Cármen Lúcia descarta popularidade da intervenção militar entre brasileiros

(Foto: Arquivo)

A presidente do Supremo Tribunal Federal, Cármen Lúcia, rechaçou a ideia de que o fantasma da intervenção militar esteja à espreita diante de um Judiciário incapaz de lidar com a corrupção da classe política. A ministra foi questionada neste sábado (7), no Festival Piauí GloboNews de Jornalismo, sobre a fala de Antonio Hamilton Mourão.

Em setembro, o general da ativa no Exército apontou a tomada do poder como saída possível para a avalanche de denúncias que soterra Brasília, isso se o Judiciário “não solucionar o problema político”. Em palestra promovida pela maçonaria em Brasília, Mourão disse que a causa não era só dele: tinha simpatia de “companheiros do Alto Comando do Exército”.

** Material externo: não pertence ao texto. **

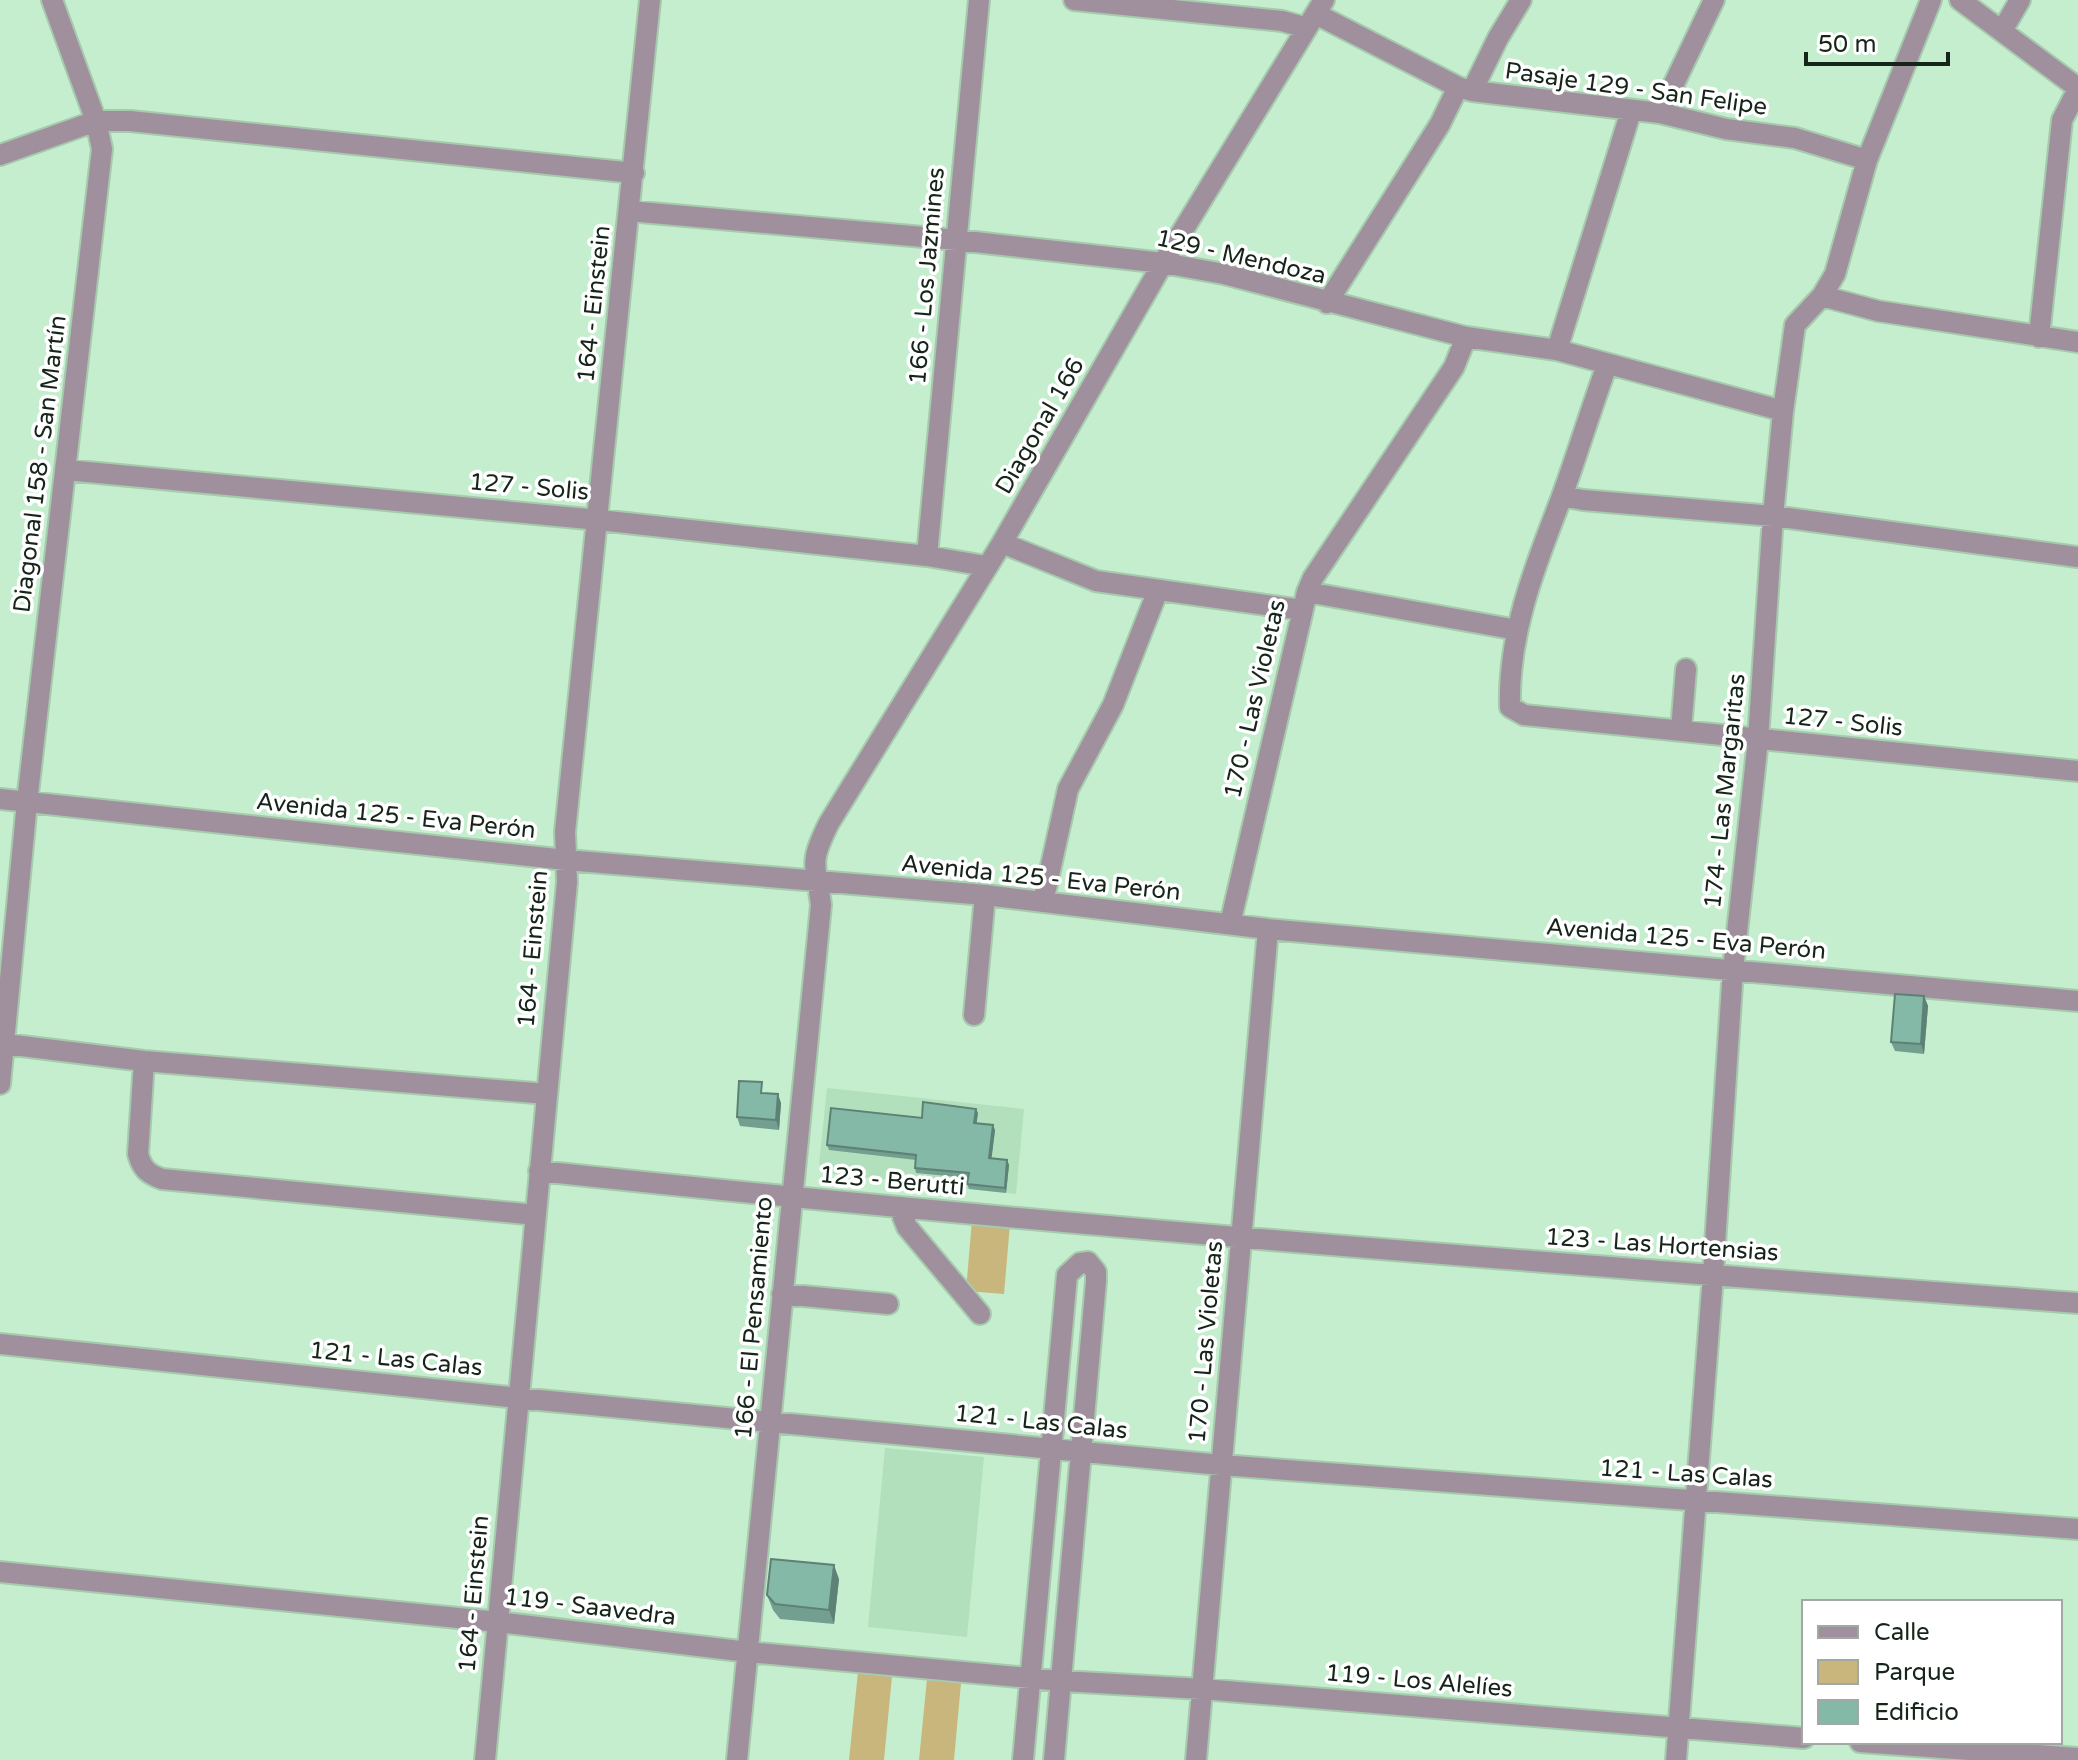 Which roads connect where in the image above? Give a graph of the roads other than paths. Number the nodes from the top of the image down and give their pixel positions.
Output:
1 (52, 0) edge
2 (650, 0) edge
3 (979, 0) edge
4 (1074, 0) edge
5 (1521, 0) edge
6 (1714, 0) edge
7 (1931, 0) edge
8 (1960, 0) edge
9 (2020, 0) edge
10 (1318, 9) edge
11 (2002, 31) junction
12 (2078, 88) edge
13 (1465, 89) junction
14 (1631, 111) junction
15 (1660, 113) junction
16 (96, 121) junction
17 (0, 155) edge
18 (1867, 160) junction
19 (634, 173) junction
20 (629, 211) junction
21 (957, 240) junction
22 (1163, 263) junction
23 (1822, 296) junction
24 (1327, 303) junction
25 (1466, 337) junction
26 (2039, 337) junction
27 (2078, 342) edge
28 (1557, 350) junction
29 (1607, 365) junction
30 (1783, 411) junction
31 (66, 470) junction
32 (1562, 496) junction
33 (1773, 516) junction
34 (599, 520) junction
35 (1002, 543) junction
36 (927, 556) junction
37 (2078, 557) edge
38 (986, 566) junction
39 (1158, 590) junction
40 (1304, 601) junction
41 (1517, 630) junction
42 (1686, 669) dead end
43 (1681, 730) junction
44 (1758, 740) junction
45 (2078, 771) edge
46 (0, 799) edge
47 (27, 802) junction
48 (566, 860) junction
49 (815, 881) junction
50 (985, 895) junction
51 (1043, 902) junction
52 (1230, 924) junction
53 (1268, 929) junction
54 (1733, 969) junction
55 (2078, 1001) edge
56 (974, 1015) dead end
57 (5, 1044) junction
58 (144, 1061) junction
59 (0, 1084) edge
60 (547, 1094) junction
61 (539, 1171) junction
62 (791, 1198) junction
63 (899, 1207) junction
64 (536, 1215) junction
65 (1242, 1238) junction
66 (1713, 1275) junction
67 (782, 1294) junction
68 (2078, 1303) edge
69 (888, 1304) dead end
70 (980, 1314) dead end
71 (0, 1344) edge
72 (518, 1398) junction
73 (770, 1421) junction
74 (1052, 1449) junction
75 (1081, 1452) junction
76 (1221, 1465) junction
77 (1696, 1501) junction
78 (2078, 1529) edge
79 (0, 1572) edge
80 (498, 1622) junction
81 (748, 1652) junction
82 (1030, 1677) junction
83 (1062, 1681) junction
84 (1202, 1689) junction
85 (1678, 1728) junction
86 (1802, 1738) edge
87 (1887, 1744) edge
88 (2078, 1758) edge
89 (485, 1760) edge
90 (737, 1760) edge
91 (1023, 1760) edge
92 (1054, 1760) edge
93 (1196, 1760) edge
94 (1676, 1760) edge

1 - 16 street, Diagonal 158 - San Martín
2 - 19 street, 164 - Einstein
3 - 21 street, 166 - Los Jazmines
4 - 10 street, Pasaje 129 - San Felipe
5 - 13 street
6 - 15 street
7 - 18 street, 174 - Las Margaritas
8 - 11 street
9 - 11 street
10 - 13 street, Pasaje 129 - San Felipe
10 - 22 street, Diagonal 166
11 - 12 street
12 - 26 street
13 - 14 street, Pasaje 129 - San Felipe
13 - 24 street
14 - 15 street, Pasaje 129 - San Felipe
14 - 28 street
15 - 18 street, Pasaje 129 - San Felipe
16 - 17 street
16 - 19 street
16 - 31 street, Diagonal 158 - San Martín
18 - 23 street, 174 - Las Margaritas
19 - 20 street, 164 - Einstein
20 - 21 street, 129 - Mendoza
20 - 34 street, 164 - Einstein
21 - 22 street, 129 - Mendoza
21 - 36 street, 166 - Los Jazmines
22 - 24 street, 129 - Mendoza
22 - 35 street, Diagonal 166
23 - 26 street
23 - 30 street, 174 - Las Margaritas
24 - 25 street, 129 - Mendoza
25 - 28 street, 129 - Mendoza
25 - 40 street, 170 - Las Violetas
26 - 27 street
28 - 29 street, 129 - Mendoza
29 - 30 street, 129 - Mendoza
29 - 32 street
30 - 33 street, 174 - Las Margaritas
31 - 34 street, 127 - Solis
31 - 47 street, Diagonal 158 - San Martín
32 - 33 street
32 - 41 street
33 - 37 street
33 - 44 street, 174 - Las Margaritas
34 - 36 street, 127 - Solis
34 - 48 street, 164 - Einstein
35 - 38 street, Diagonal 166
35 - 39 street
36 - 38 street, 127 - Solis
38 - 49 street, Diagonal 166
39 - 40 street
39 - 51 street
40 - 41 street
40 - 52 street, 170 - Las Violetas
41 - 43 street, 127 - Solis
42 - 43 street
43 - 44 street, 127 - Solis
44 - 45 street, 127 - Solis
44 - 54 street, 174 - Las Margaritas
46 - 47 street, Avenida 125 - Eva Perón
47 - 48 street, Avenida 125 - Eva Perón
47 - 57 street, Diagonal 158 - San Martín
48 - 49 street, Avenida 125 - Eva Perón
48 - 60 street, 164 - Einstein
49 - 50 street, Avenida 125 - Eva Perón
49 - 62 street, 166 - El Pensamiento
50 - 51 street, Avenida 125 - Eva Perón
50 - 56 street
51 - 52 street, Avenida 125 - Eva Perón
52 - 53 street, Avenida 125 - Eva Perón
53 - 54 street, Avenida 125 - Eva Perón
53 - 65 street, 170 - Las Violetas
54 - 55 street, Avenida 125 - Eva Perón
54 - 66 street, 174 - Las Margaritas
57 - 58 street
57 - 59 street, Diagonal 158 - San Martín
58 - 60 street
58 - 64 street
60 - 61 street, 164 - Einstein
61 - 62 street, 123 - Berutti
61 - 64 street, 164 - Einstein
62 - 63 street, 123 - Berutti
62 - 67 street, 166 - El Pensamiento
63 - 65 street, 123 - Berutti
63 - 70 street
64 - 72 street, 164 - Einstein
65 - 66 street, 123 - Las Hortensias
65 - 76 street, 170 - Las Violetas
66 - 68 street, 123 - Las Hortensias
66 - 77 street, 174 - Las Margaritas
67 - 69 street
67 - 73 street, 166 - El Pensamiento
71 - 72 street, 121 - Las Calas
72 - 73 street, 121 - Las Calas
72 - 80 street, 164 - Einstein
73 - 74 street, 121 - Las Calas
73 - 81 street, 166 - El Pensamiento
74 - 75 street, 121 - Las Calas
74 - 75 street
74 - 82 street
75 - 76 street, 121 - Las Calas
75 - 83 street
76 - 77 street, 121 - Las Calas
76 - 84 street, 170 - Las Violetas
77 - 78 street, 121 - Las Calas
77 - 85 street, 174 - Las Margaritas
79 - 80 street, 119 - Saavedra
80 - 81 street, 119 - Saavedra
80 - 89 street, 164 - Einstein
81 - 82 street, 119 - Saavedra
81 - 90 street, 166 - El Pensamiento
82 - 83 street, 119 - Los Alelíes
82 - 91 street
83 - 84 street, 119 - Los Alelíes
83 - 92 street
84 - 85 street, 119 - Los Alelíes
84 - 93 street, 170 - Las Violetas
85 - 86 street, 119 - Los Alelíes
85 - 94 street, 174 - Las Margaritas
87 - 88 street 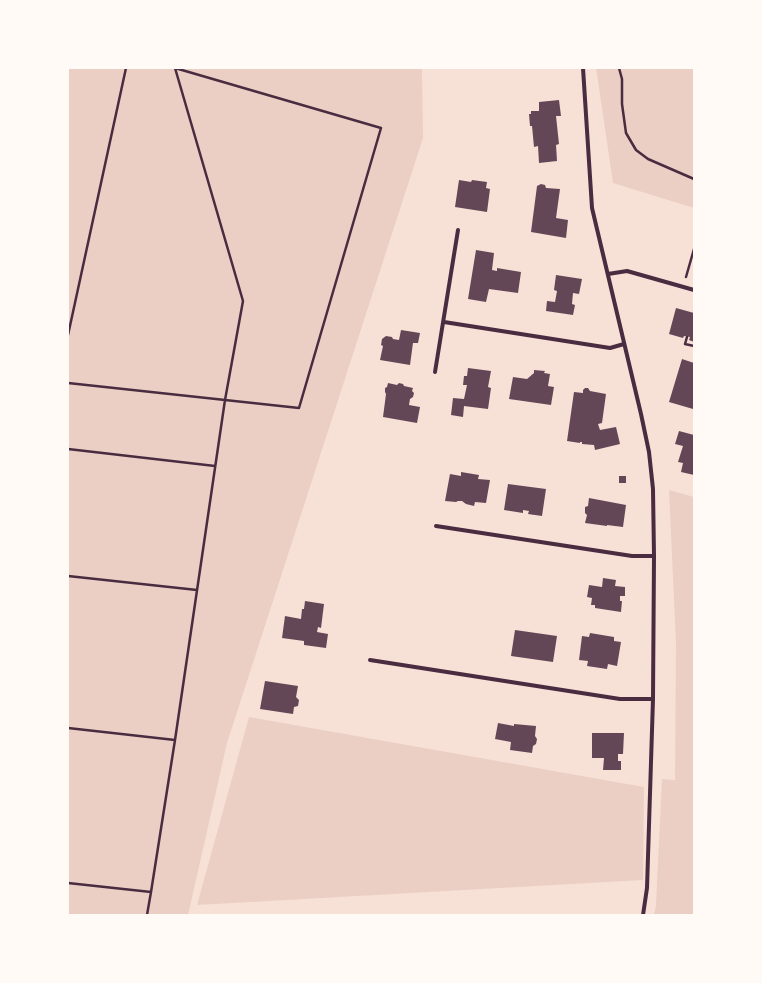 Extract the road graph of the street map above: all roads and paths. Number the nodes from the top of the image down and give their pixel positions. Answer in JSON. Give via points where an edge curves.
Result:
{"nodes":[{"id":1,"x":126,"y":68,"type":"edge"},
{"id":2,"x":175,"y":68,"type":"edge"},
{"id":3,"x":583,"y":68,"type":"edge"},
{"id":4,"x":620,"y":68,"type":"edge"},
{"id":5,"x":694,"y":179,"type":"edge"},
{"id":6,"x":458,"y":230,"type":"dead end"},
{"id":7,"x":694,"y":249,"type":"edge"},
{"id":8,"x":608,"y":274,"type":"junction"},
{"id":9,"x":685,"y":280,"type":"dead end"},
{"id":10,"x":694,"y":290,"type":"edge"},
{"id":11,"x":444,"y":322,"type":"junction"},
{"id":12,"x":68,"y":335,"type":"edge"},
{"id":13,"x":687,"y":336,"type":"dead end"},
{"id":14,"x":624,"y":344,"type":"junction"},
{"id":15,"x":694,"y":346,"type":"edge"},
{"id":16,"x":435,"y":372,"type":"dead end"},
{"id":17,"x":68,"y":383,"type":"edge"},
{"id":18,"x":225,"y":400,"type":"junction"},
{"id":19,"x":68,"y":449,"type":"edge"},
{"id":20,"x":215,"y":466,"type":"junction"},
{"id":21,"x":436,"y":526,"type":"dead end"},
{"id":22,"x":654,"y":556,"type":"junction"},
{"id":23,"x":68,"y":576,"type":"edge"},
{"id":24,"x":197,"y":590,"type":"junction"},
{"id":25,"x":370,"y":660,"type":"dead end"},
{"id":26,"x":653,"y":699,"type":"junction"},
{"id":27,"x":68,"y":728,"type":"edge"},
{"id":28,"x":175,"y":740,"type":"junction"},
{"id":29,"x":68,"y":883,"type":"edge"},
{"id":30,"x":151,"y":892,"type":"junction"},
{"id":31,"x":147,"y":915,"type":"edge"},
{"id":32,"x":643,"y":915,"type":"edge"}],
"edges":[{"from":1,"to":12,"type":"path"},
{"from":2,"to":18,"type":"path","via":[[243,301]]},
{"from":2,"to":18,"type":"path","via":[[381,128],[299,408]]},
{"from":3,"to":8,"type":"street","via":[[592,208]]},
{"from":4,"to":5,"type":"path","via":[[626,133],[636,150],[648,159]]},
{"from":6,"to":11,"type":"street"},
{"from":7,"to":9,"type":"path"},
{"from":8,"to":10,"type":"street","via":[[627,271]]},
{"from":8,"to":14,"type":"street"},
{"from":11,"to":14,"type":"street","via":[[610,348]]},
{"from":11,"to":16,"type":"street"},
{"from":13,"to":15,"type":"path","via":[[685,344]]},
{"from":14,"to":22,"type":"street","via":[[649,452],[653,489]]},
{"from":17,"to":18,"type":"path"},
{"from":18,"to":20,"type":"path"},
{"from":19,"to":20,"type":"path"},
{"from":20,"to":24,"type":"path"},
{"from":21,"to":22,"type":"street","via":[[632,556]]},
{"from":22,"to":26,"type":"street"},
{"from":23,"to":24,"type":"path"},
{"from":24,"to":28,"type":"path"},
{"from":25,"to":26,"type":"street","via":[[620,699]]},
{"from":26,"to":32,"type":"street","via":[[647,888]]},
{"from":27,"to":28,"type":"path"},
{"from":28,"to":30,"type":"path"},
{"from":29,"to":30,"type":"path"},
{"from":30,"to":31,"type":"path"}]}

A declaração sem dúvida “é grave”, ainda que exposta “teoricamente para um pequeno grupo”, disse aquela à frente da mais alta corte do país. Mas, para Cármen Lúcia, o Judiciário está, sim, “cumprindo seu papel”. Fora que “não há justiça sem democracia, e o brasileiro não aguenta mais ser injustiçado”, continuou a ministra.

A ministra disse ver demonstração da sede por democracia em todos os lugares a que vai, “desde a sala de aula, onde tenho alunos de 22 anos, até pessoas muito mais velhas com as quais eu convivo e que já experimentaram períodos ditatoriais no Brasil”. O país, para ela, hoje vive “um momento de responsabilidade, serenidade e certeza”.